## What to work on
Retrieve each line that contains the word "pixel" from the entries below.

## Source data
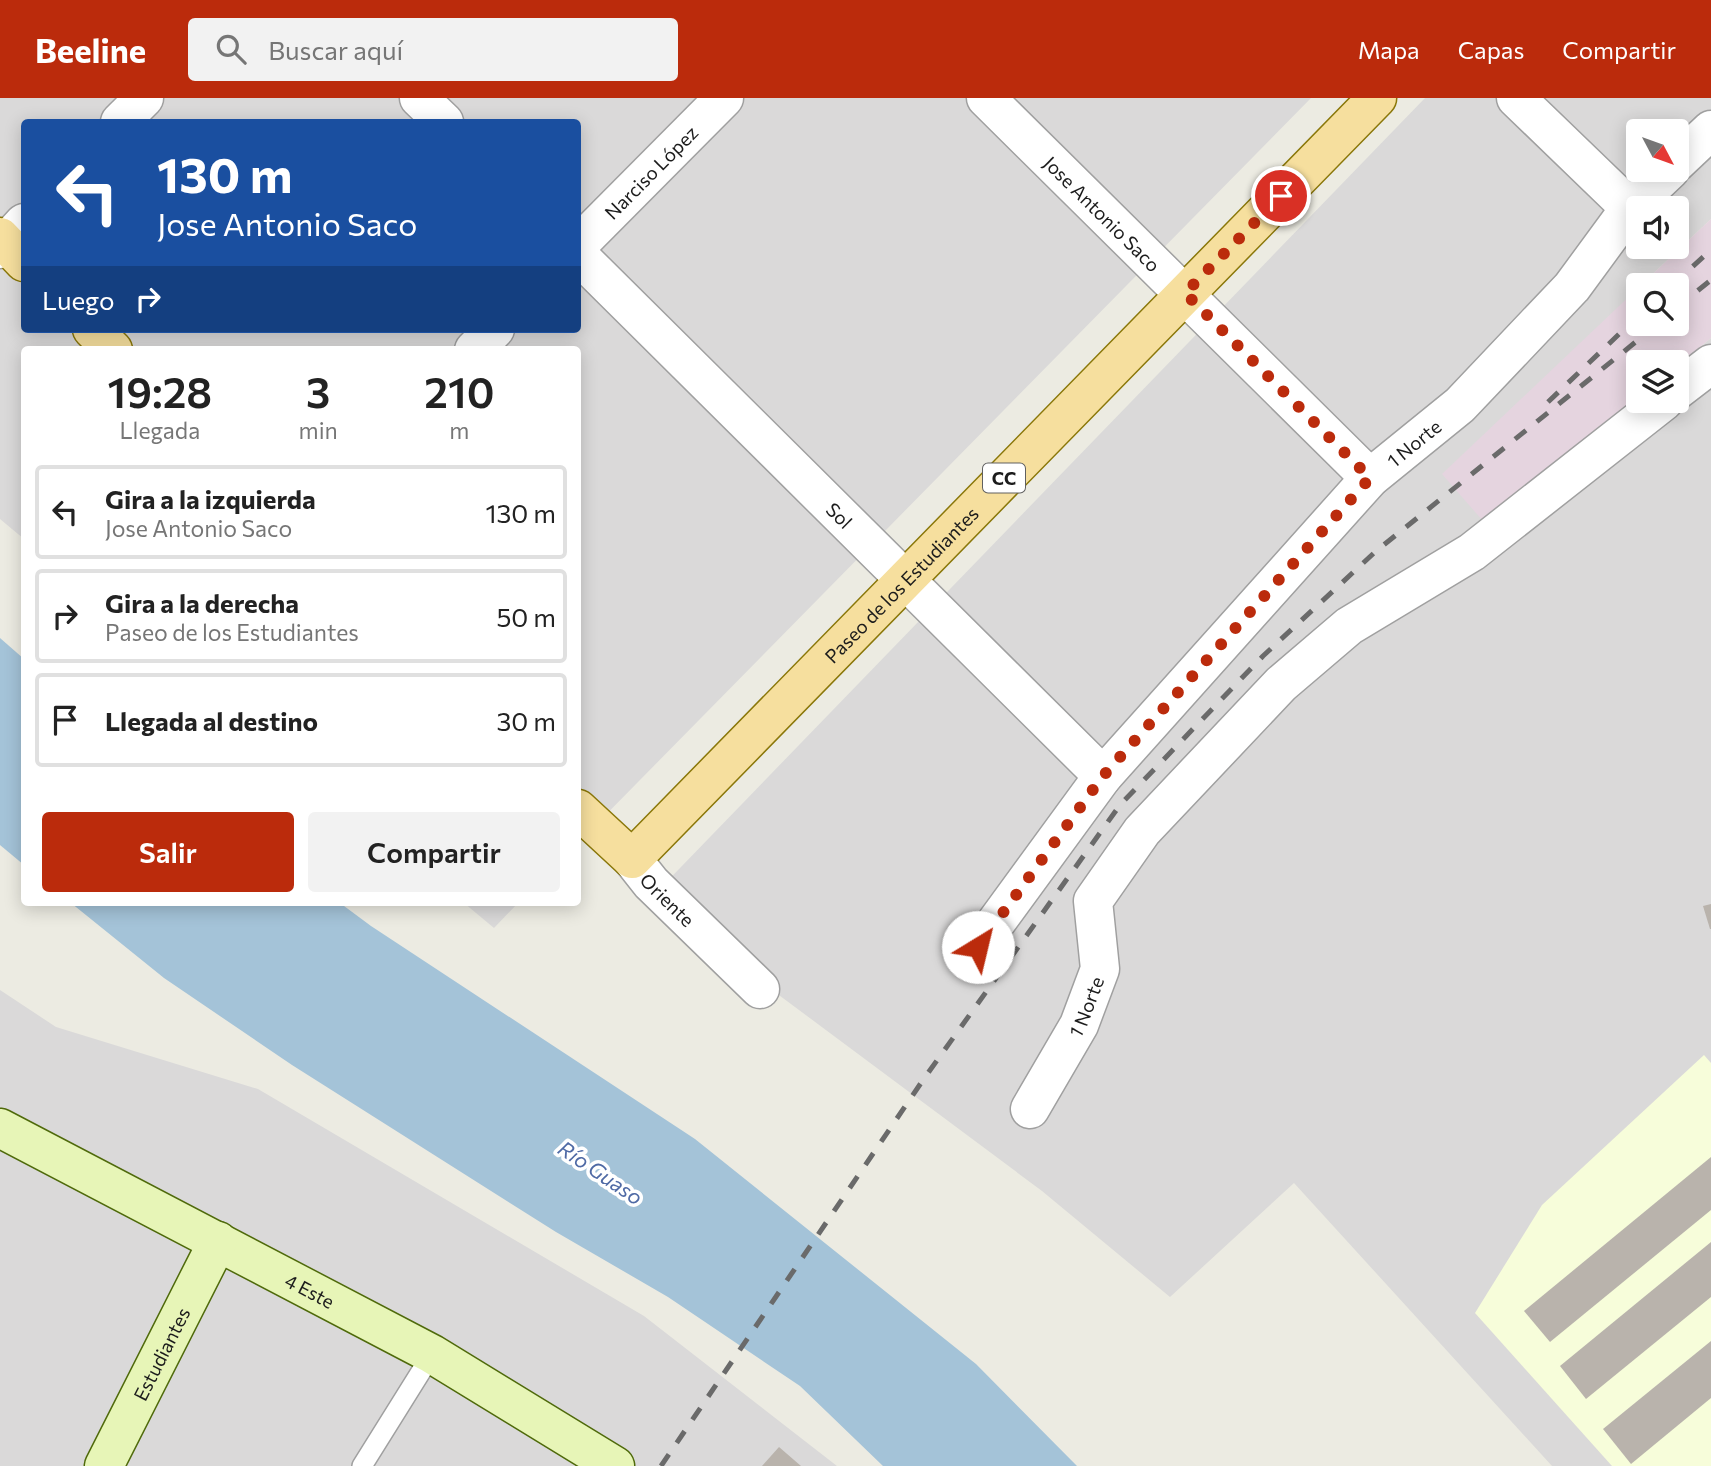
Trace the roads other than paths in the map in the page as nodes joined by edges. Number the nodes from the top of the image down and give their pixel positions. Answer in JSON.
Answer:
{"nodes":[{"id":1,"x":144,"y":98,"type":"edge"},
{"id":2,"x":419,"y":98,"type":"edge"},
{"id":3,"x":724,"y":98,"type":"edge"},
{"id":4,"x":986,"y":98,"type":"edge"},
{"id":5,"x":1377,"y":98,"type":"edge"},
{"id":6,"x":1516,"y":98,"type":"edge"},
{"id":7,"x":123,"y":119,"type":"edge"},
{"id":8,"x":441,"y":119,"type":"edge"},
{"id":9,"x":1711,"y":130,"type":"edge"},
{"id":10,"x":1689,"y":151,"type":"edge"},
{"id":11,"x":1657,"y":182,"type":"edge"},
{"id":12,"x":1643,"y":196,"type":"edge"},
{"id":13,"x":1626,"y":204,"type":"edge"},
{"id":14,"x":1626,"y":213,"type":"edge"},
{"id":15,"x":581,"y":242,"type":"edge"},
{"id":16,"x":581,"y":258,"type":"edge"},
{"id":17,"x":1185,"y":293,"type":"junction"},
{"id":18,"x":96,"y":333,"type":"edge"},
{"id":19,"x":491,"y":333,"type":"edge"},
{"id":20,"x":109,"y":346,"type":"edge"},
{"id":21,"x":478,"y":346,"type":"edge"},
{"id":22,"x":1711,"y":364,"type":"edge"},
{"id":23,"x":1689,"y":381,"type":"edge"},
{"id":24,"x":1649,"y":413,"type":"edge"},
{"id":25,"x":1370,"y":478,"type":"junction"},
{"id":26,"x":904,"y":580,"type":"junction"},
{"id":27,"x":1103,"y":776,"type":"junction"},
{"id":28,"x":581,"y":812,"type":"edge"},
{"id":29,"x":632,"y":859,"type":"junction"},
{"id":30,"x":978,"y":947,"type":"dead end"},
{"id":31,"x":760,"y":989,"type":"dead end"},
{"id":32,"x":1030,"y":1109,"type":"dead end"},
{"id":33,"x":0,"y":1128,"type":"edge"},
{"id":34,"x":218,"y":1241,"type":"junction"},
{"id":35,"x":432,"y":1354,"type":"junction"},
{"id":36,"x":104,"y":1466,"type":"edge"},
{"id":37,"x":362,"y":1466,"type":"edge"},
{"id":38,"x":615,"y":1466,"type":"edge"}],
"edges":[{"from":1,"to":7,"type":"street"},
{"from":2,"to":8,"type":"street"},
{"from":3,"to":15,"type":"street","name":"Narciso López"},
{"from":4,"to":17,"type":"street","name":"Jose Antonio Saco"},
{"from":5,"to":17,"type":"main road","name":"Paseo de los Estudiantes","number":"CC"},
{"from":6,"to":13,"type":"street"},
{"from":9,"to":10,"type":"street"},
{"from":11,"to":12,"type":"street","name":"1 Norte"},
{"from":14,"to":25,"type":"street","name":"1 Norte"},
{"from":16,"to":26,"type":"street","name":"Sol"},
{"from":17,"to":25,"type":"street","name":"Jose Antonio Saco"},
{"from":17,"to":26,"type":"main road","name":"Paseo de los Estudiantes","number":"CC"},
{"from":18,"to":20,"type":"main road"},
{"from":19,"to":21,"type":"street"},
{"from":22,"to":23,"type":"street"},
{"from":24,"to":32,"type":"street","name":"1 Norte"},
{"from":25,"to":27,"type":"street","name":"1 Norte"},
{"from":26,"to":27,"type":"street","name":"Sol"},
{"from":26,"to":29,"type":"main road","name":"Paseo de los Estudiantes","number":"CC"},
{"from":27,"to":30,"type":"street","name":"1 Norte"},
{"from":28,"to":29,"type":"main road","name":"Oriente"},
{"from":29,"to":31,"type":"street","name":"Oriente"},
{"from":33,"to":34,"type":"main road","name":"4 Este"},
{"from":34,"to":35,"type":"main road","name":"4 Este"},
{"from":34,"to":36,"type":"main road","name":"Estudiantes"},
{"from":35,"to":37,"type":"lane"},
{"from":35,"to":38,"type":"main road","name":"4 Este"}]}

==

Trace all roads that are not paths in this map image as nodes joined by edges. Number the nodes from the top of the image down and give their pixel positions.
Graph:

## Solved problem
Trace the roads other than paths in the map in the page as nodes joined by edges. Number the nodes from the top of the image down and give their pixel positions. Answer in JSON.
Trace all roads that are not paths in this map image as nodes joined by edges. Number the nodes from the top of the image down and give their pixel positions.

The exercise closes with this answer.